## Task statement
Lines from the records below that contain the word "graph" are to be copied out.
————
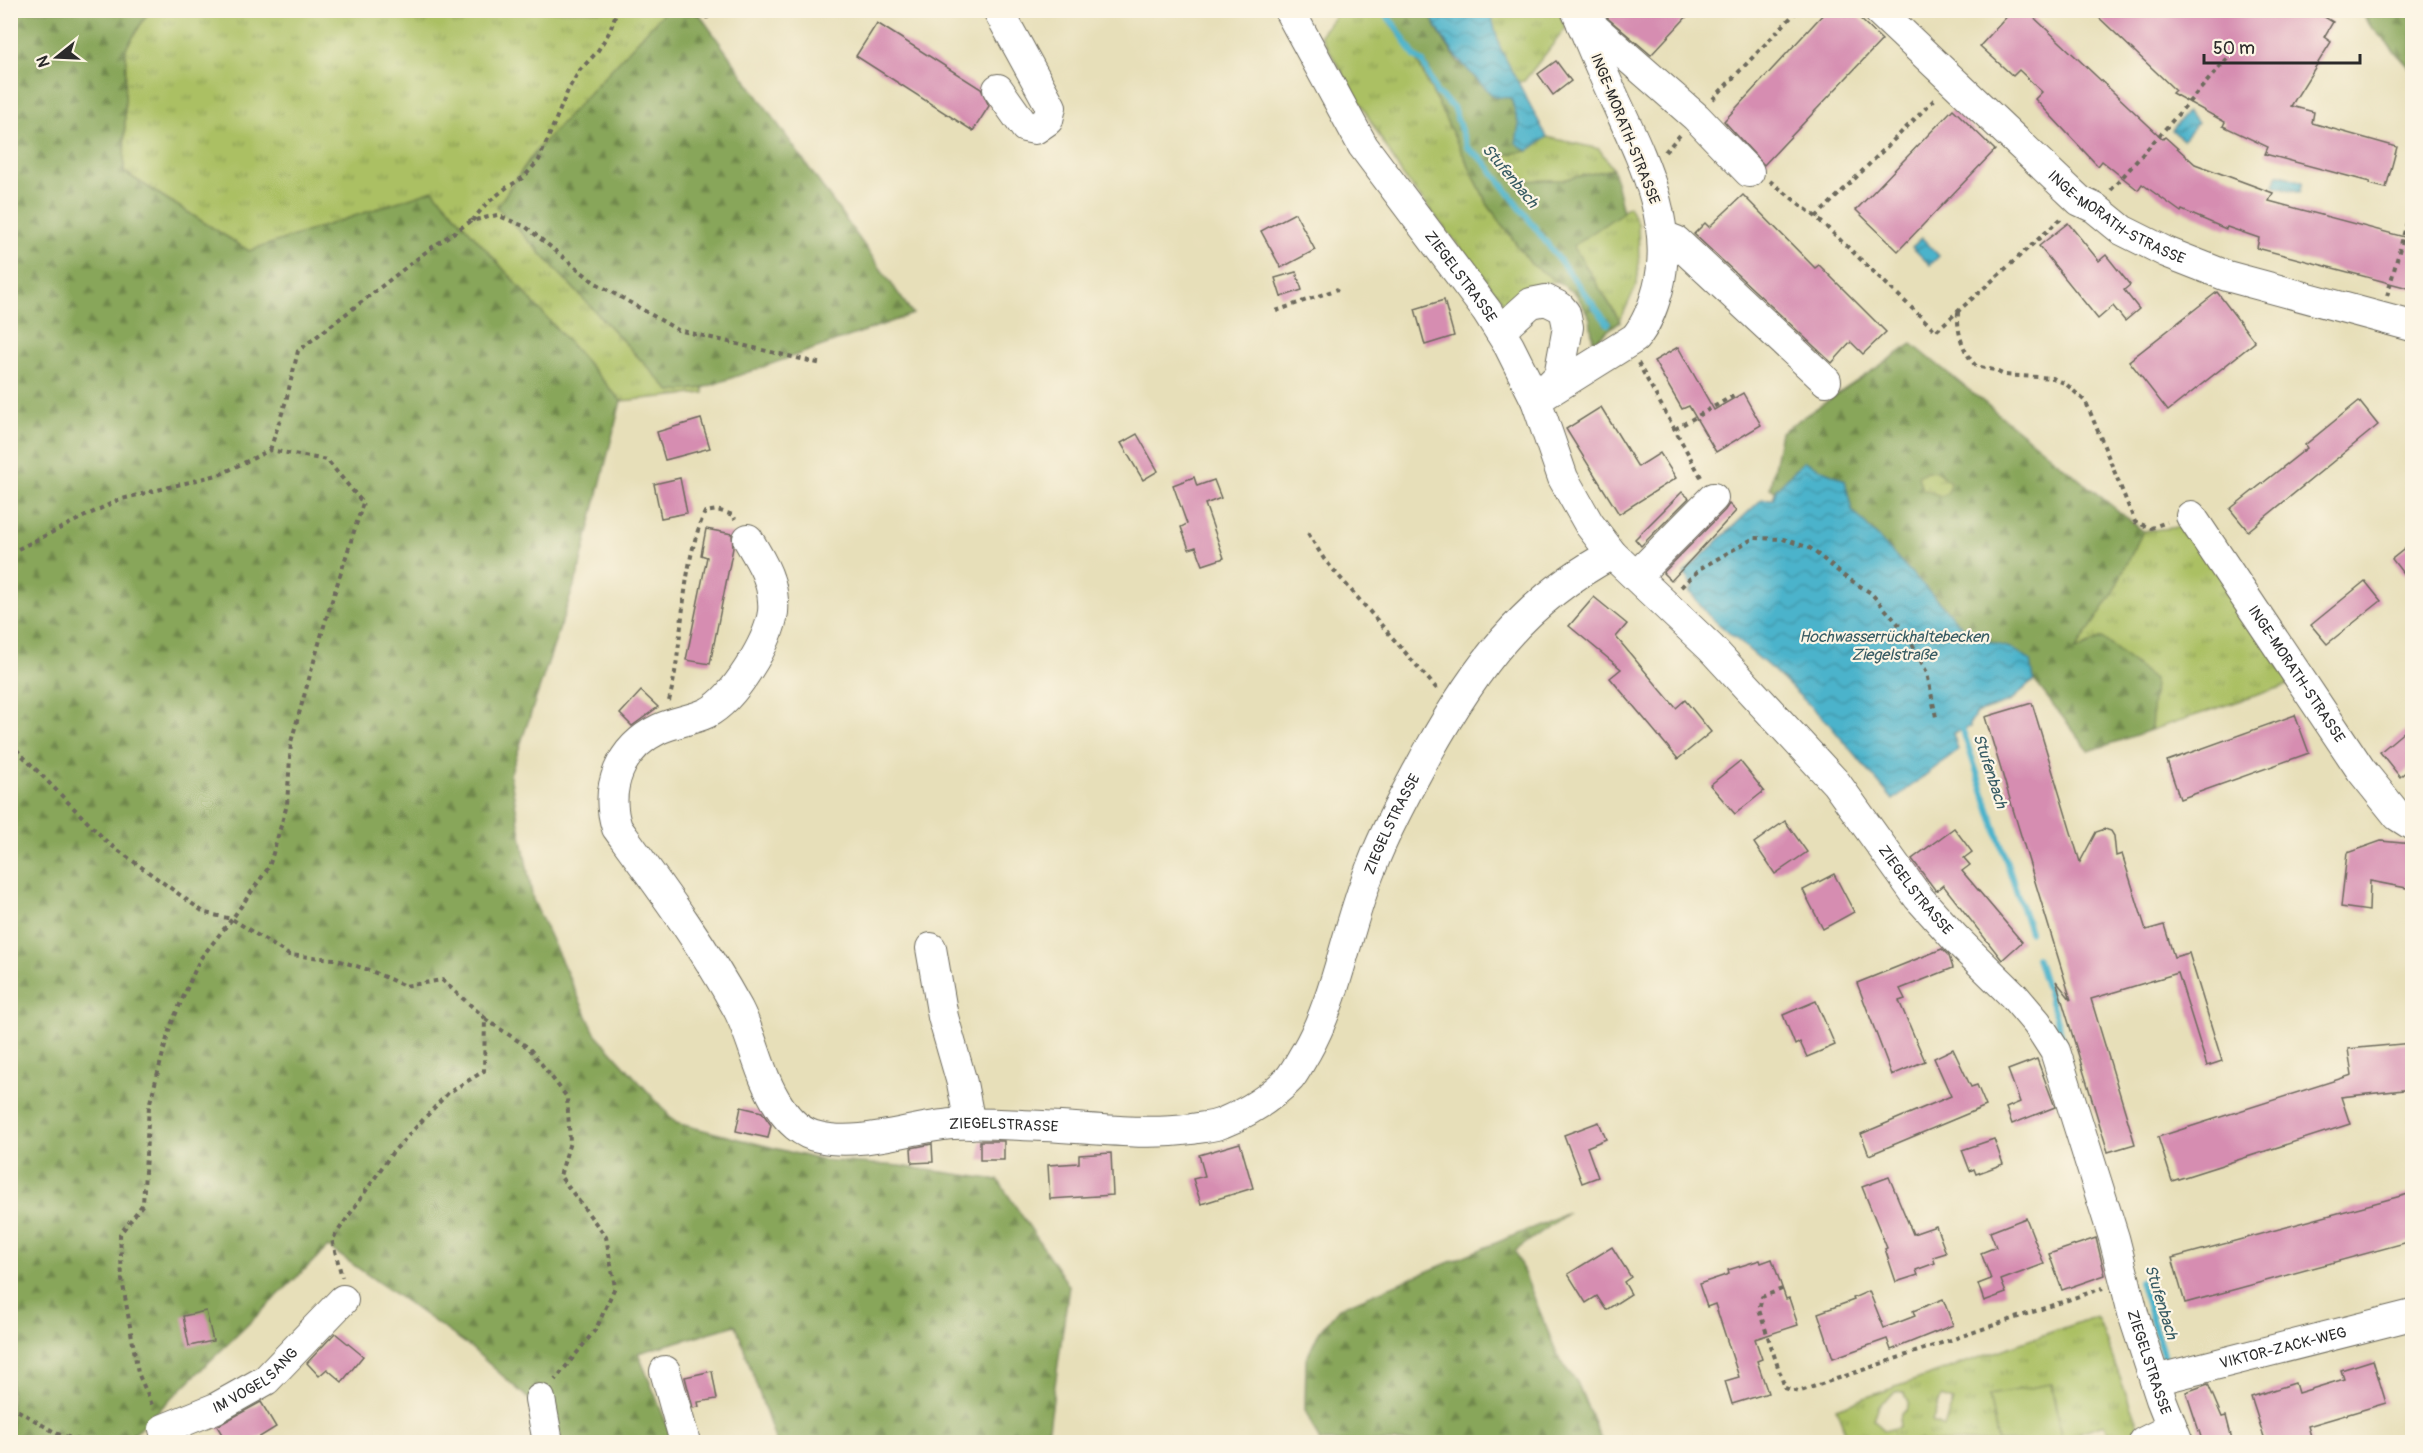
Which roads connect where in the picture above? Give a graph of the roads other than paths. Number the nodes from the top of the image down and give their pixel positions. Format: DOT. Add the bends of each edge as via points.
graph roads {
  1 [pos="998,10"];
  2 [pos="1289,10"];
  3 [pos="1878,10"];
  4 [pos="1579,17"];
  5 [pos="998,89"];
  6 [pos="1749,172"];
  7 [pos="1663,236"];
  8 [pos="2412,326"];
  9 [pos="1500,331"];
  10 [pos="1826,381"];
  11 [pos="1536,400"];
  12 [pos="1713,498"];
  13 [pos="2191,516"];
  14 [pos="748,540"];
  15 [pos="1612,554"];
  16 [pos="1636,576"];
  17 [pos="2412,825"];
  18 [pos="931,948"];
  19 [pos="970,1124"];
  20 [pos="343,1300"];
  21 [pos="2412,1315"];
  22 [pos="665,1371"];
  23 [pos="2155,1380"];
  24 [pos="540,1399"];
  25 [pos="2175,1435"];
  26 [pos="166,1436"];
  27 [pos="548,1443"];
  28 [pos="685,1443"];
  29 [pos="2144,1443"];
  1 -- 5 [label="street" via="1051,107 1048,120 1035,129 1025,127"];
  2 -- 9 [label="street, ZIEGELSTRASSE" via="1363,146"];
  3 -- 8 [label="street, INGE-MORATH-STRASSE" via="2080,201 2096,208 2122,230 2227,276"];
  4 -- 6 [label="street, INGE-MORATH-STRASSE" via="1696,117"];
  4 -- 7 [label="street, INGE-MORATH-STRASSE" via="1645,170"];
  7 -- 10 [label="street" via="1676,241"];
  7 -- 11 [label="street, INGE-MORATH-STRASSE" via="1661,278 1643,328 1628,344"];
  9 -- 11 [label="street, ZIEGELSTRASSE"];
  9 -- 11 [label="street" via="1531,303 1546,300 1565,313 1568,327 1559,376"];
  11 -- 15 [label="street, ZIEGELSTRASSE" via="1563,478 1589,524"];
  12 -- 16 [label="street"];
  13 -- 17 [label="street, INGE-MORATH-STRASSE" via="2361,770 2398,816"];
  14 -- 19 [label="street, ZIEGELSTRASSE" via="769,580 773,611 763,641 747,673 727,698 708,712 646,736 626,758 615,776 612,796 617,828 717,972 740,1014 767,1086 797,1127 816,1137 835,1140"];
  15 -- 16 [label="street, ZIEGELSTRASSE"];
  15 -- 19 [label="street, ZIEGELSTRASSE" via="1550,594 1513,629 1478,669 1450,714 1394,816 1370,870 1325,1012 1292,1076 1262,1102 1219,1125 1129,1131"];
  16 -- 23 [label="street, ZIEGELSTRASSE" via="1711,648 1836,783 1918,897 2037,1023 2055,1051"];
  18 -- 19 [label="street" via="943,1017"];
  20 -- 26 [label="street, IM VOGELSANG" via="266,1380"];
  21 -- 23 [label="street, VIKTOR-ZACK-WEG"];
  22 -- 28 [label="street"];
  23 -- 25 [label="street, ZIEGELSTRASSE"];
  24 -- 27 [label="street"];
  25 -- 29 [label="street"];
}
————
## Exercise response
Which roads connect where in the picture above? Give a graph of the roads other than paths. Number the nodes from the top of the image down and give their pixel positions. Format: DOT. Add the bends of each edge as via points.
graph roads {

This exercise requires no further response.